You need an ambulance — how much it will cost is probably far from your mind until you get the bill. Many health insurance policies cover ambulance rides for medical emergencies. But if you get on board, you could end up paying more than you’d expect.
Where are you going?
Where your ambulance driver takes you could raise your bill. If you are a Medicare recipient, Medicare generally pays 80 percent of the Medicare-approved amount if you’ve met your Part B deductible. That means you will generally pay 20 percent of the cost as well as any remaining deductible. If you have a GAP policy, that may pick up the 20 percent depending on the plan.
BUT, in some cases, Medicare may not pick up the tab.
Medicare cites two reasons why you might be left with the bill:
- Even though a nearby facility has the means to care for you, you direct the ambulance driver to take you to a facility that is farther away.
- You use an ambulance to move from one facility to another based on convenience (the second facility is closer to your family, for example).
Private health insurance plans may have similar requirements.
- Be sure to ask whether you must be taken to the closest facility (rather than one of your choice).

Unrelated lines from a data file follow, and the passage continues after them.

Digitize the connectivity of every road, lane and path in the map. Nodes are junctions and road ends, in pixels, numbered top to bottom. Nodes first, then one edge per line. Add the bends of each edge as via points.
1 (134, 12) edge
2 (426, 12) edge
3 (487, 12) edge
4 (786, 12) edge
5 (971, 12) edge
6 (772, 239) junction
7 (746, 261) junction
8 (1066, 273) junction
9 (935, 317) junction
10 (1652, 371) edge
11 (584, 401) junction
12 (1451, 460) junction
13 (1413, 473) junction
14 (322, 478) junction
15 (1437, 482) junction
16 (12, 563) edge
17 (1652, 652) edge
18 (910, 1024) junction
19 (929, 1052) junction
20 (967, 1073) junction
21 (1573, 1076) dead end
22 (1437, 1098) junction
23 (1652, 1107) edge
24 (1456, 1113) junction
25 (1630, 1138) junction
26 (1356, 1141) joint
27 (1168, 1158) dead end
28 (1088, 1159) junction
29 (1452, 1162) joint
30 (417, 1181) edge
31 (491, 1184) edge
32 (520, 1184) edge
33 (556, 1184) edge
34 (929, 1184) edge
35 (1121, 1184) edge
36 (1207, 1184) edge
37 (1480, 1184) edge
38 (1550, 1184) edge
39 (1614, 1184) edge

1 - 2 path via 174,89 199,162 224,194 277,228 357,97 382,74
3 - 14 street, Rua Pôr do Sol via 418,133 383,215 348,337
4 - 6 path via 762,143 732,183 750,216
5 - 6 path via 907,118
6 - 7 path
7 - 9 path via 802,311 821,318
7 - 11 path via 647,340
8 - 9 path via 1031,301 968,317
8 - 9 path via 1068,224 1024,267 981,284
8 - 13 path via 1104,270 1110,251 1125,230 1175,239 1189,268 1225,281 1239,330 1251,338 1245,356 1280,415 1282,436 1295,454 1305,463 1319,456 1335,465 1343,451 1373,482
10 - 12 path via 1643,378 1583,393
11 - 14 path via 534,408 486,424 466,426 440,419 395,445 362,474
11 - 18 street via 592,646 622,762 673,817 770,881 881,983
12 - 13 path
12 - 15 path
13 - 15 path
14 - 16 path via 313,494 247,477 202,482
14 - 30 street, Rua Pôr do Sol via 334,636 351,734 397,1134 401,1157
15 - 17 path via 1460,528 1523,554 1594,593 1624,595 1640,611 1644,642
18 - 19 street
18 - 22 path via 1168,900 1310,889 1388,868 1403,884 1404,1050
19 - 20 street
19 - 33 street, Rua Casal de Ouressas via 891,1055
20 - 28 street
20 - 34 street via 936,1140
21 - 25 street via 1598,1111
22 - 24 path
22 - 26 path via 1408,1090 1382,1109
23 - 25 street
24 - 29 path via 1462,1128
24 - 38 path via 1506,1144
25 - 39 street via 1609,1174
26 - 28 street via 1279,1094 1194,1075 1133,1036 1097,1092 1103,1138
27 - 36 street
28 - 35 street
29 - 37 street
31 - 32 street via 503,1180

- Ask about how your coverage will be affected if you need to be transferred to a different hospital because the first is at capacity or doesn’t actually offer the care that you need.
Keep in mind that even if your ambulance trip is covered, your emergency care might not be. If the ambulance takes you to an out-of-network hospital (a hospital that does not have a contract with your insurer), you may end up with some high out-of-network bills. Unfortunately, if you’re in the position to need an ambulance, you may not be able to control where you end up. What happens next depends on your insurance company.
Notify your insurance carrier within 24 hours of admission into an out-of-network hospital. You may be able to negotiate an in-network fee.
Just as hospitals can be “in network” or “out of network,” so can ambulance providers. This can lead to problems when the ambulance that shows up to rush you to the hospital is not within your insurer’s coverage network. Dispatchers often make the choice of which emergency service provider gets sent based on location and availability. Unfortunately for many patients, there may not even be an in-network ambulance provider in the area. The best recourse is to negotiate with your insurance company — getting an in-network rate can reduce an ambulance bill by 30 percent to 35 percent.
Emergency vs. non-emergency care
When you’re hurt or feeling ill, your initial reaction might be to call 911. But if your insurance provider thinks you jumped the gun and your ambulance ride wasn’t medically necessary, you could end up paying more for it.
For most insurance companies, an ambulance ride is considered medically necessary when any other method of transportation is inadvisable.
- Severe pain, bleeding, state of shock or unconsciousness.
- The need for oxygen or other skilled medical treatment during transport.
- The need to be restrained to keep you from hurting yourself or others.
If the care is not considered an emergency by your insurer, things get more complicated. Some insurers, for example, require that those who use ambulances for non-emergency transportation pay 20 percent co-insurance in addition to whatever remains of the annual deductible. When it comes to Medicare, meanwhile, the ambulance provider might require you to sign what’s called an “Advance Beneficiary Notice” if it suspects your situation is not an emergency. Signing this form means you’ll have to pay if Medicare refuses.
Don’t panic if you need an ambulance … just heed notice that you’re sure this is an emergency!